Obama’s West Point speech, sniffed Der Spiegel, sounded “false” and left “both realists and dreamers distraught.”
“One didn’t have to be a cadet on Tuesday to feel a little bit of nausea on hearing Obama’s speech,” mused the magazine. “An additional 30,000 US soldiers are to march into Afghanistan — and then they will march right back out again. America is going to war — and from there it will continue ahead to peace. It was the speech of a Nobel War Prize laureate.”
Fortunately much of Spiegel‘s coverage is of a much higher quality than this. There’s an interesting piece on a study showing that for every infidel Al-Qaeda kills, it murders eight fellow Muslims. A piece summarizing German reactions to Obama’s West Point speech is thoughtful and useful. For Americans who don’t read German but want to keep an eye on what people in the EU’s richest, largest and most important country are thinking, the Spiegel site is worth bookmarking.

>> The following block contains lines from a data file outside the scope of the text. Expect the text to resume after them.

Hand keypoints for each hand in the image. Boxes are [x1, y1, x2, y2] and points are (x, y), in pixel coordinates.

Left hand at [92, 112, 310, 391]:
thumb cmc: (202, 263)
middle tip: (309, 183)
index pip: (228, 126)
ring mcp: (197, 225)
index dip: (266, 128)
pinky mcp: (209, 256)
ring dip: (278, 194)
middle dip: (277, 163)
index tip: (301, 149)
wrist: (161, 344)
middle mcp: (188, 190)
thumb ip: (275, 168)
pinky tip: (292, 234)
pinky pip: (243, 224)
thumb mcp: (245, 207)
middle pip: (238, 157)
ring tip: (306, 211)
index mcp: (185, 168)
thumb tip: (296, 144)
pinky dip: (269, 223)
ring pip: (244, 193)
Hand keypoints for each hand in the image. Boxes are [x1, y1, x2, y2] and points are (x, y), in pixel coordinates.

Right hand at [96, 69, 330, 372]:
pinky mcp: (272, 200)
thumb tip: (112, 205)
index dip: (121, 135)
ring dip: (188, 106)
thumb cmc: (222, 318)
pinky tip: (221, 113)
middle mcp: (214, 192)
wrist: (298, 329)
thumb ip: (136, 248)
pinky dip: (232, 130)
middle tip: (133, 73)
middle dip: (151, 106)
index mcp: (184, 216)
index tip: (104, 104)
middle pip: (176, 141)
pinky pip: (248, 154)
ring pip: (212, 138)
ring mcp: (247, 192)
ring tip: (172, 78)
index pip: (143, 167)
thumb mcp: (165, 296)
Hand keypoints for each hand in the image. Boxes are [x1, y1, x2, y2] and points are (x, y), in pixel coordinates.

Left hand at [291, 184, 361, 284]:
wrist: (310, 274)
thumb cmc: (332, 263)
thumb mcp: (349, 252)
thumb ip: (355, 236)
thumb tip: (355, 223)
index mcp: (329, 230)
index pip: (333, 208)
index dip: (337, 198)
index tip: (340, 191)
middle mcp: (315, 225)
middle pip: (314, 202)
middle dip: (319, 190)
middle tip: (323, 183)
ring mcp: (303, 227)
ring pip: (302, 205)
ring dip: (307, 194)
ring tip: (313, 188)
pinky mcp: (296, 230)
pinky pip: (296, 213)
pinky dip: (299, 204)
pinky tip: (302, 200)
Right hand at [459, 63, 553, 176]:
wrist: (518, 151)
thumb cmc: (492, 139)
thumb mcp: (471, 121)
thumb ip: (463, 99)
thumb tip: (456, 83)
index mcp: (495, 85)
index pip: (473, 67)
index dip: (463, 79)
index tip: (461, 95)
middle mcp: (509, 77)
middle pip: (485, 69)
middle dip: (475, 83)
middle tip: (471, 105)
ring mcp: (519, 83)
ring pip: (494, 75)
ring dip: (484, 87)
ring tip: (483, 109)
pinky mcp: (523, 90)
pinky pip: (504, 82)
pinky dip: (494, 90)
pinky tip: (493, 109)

That said, the cheap cynicism of this particular article makes for disturbing reading. Americans disheartened by the descent of our media here at home into vapidity can take comfort; in some ways Europe has surpassed us.
In the Bush years, Americans opposed to the administration’s policies saw European criticism of Bush as a vindication of their own views and a sign of Bush’s policy failures. To some degree this was true. But there was more. A shallow and mean-spirited anti-Americanism really does exist in Europe, and it has already begun to turn on Obama.

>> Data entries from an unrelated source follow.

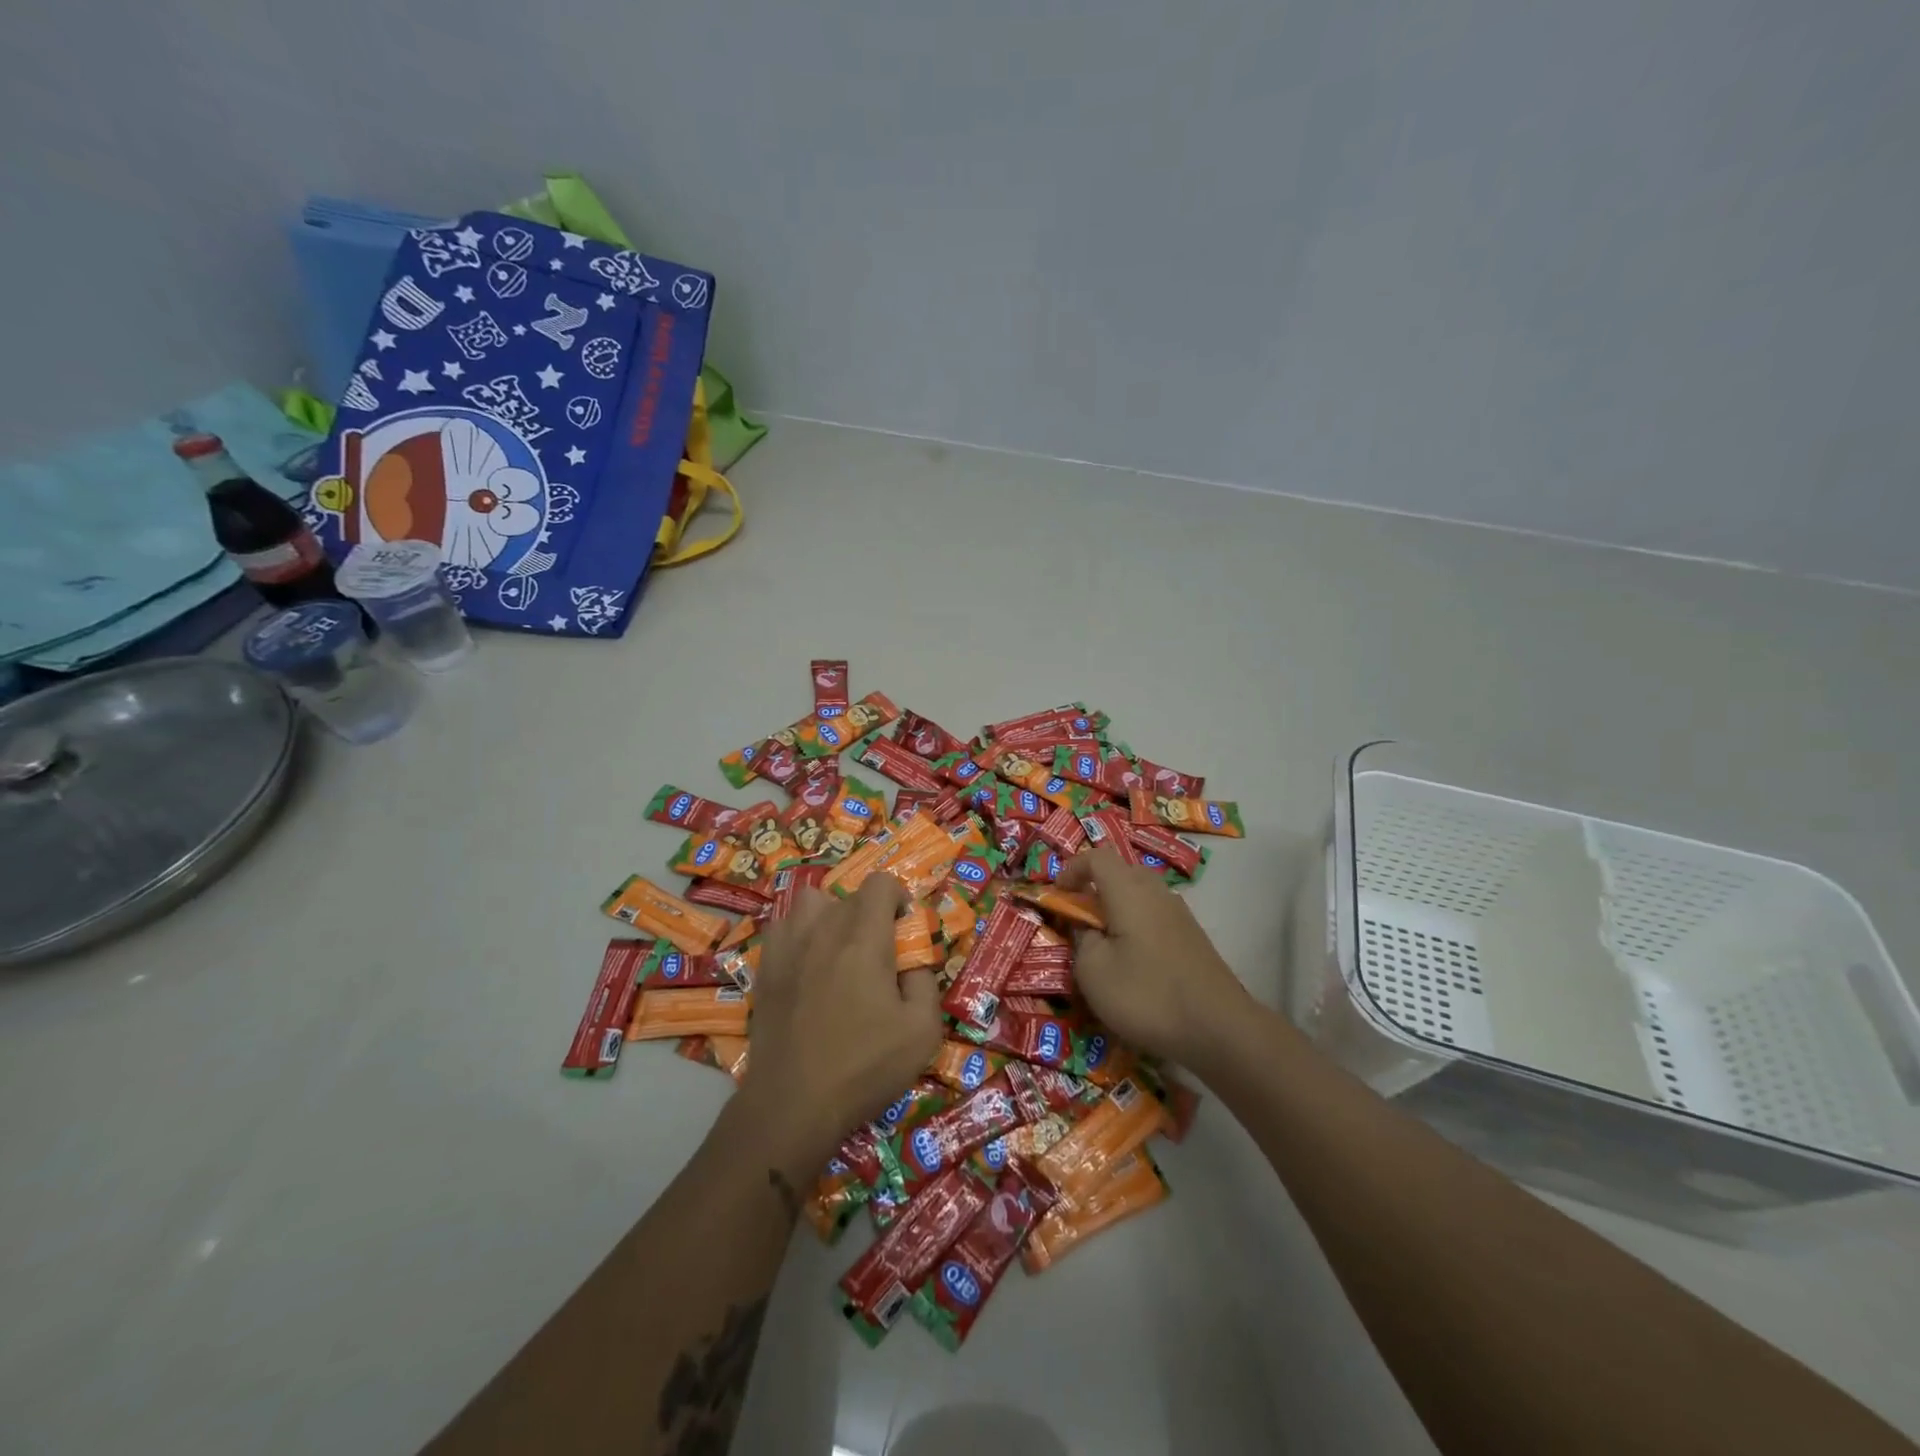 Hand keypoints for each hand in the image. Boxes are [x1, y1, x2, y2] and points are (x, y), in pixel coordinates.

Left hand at [738, 876, 942, 1165]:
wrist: (792, 1104)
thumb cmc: (864, 1067)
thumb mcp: (922, 1031)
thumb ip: (925, 981)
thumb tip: (913, 960)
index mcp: (864, 938)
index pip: (881, 883)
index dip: (899, 898)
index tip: (904, 931)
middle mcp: (823, 929)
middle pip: (850, 895)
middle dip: (870, 915)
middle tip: (877, 956)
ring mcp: (787, 946)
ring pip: (810, 902)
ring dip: (830, 916)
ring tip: (838, 951)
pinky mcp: (764, 968)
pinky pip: (783, 928)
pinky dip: (799, 935)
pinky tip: (807, 966)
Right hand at [1057, 848, 1251, 1066]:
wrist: (1219, 1029)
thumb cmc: (1147, 995)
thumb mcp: (1093, 973)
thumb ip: (1081, 941)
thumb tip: (1086, 929)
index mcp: (1129, 891)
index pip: (1097, 857)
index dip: (1072, 869)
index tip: (1057, 894)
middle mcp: (1157, 892)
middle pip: (1122, 871)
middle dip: (1095, 888)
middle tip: (1079, 918)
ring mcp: (1180, 914)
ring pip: (1141, 894)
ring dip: (1117, 908)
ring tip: (1104, 942)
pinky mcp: (1193, 938)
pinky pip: (1156, 915)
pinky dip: (1137, 925)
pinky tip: (1134, 961) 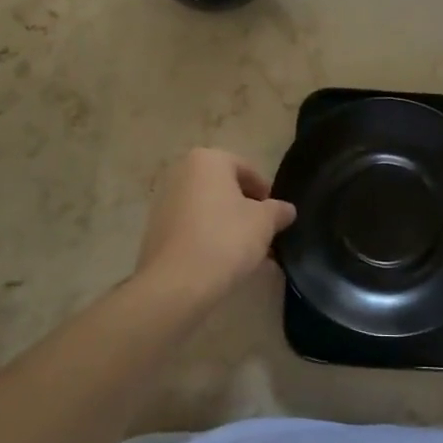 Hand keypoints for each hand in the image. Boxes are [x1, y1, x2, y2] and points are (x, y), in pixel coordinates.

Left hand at [136, 148, 295, 303]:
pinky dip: (208, 238)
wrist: (176, 283)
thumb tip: (286, 210)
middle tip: (263, 235)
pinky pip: (192, 227)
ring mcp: (164, 201)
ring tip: (247, 254)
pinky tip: (224, 262)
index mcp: (207, 160)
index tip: (275, 216)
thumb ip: (278, 211)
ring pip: (208, 209)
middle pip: (224, 188)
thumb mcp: (264, 223)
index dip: (265, 193)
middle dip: (245, 210)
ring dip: (228, 226)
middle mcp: (181, 172)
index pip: (246, 169)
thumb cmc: (225, 239)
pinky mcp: (156, 229)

The problem is not that Herr Steingart disagrees with Obama’s policy in Afghanistan. This is a complicated subject and many thoughtful people in both parties have qualms about a long war in a remote country with a weak state and corrupt leaders. The problem is that in its snarky and supercilious way the article doesn’t so much refute Obama’s serious and closely argued speech as it dismisses it. It assumes there is no case to be made for the policy and goes on from there.
This is the way many people treated George W. Bush and it is, to say the least, unpleasant to see Europeans getting ready to serve President Obama from the same dish.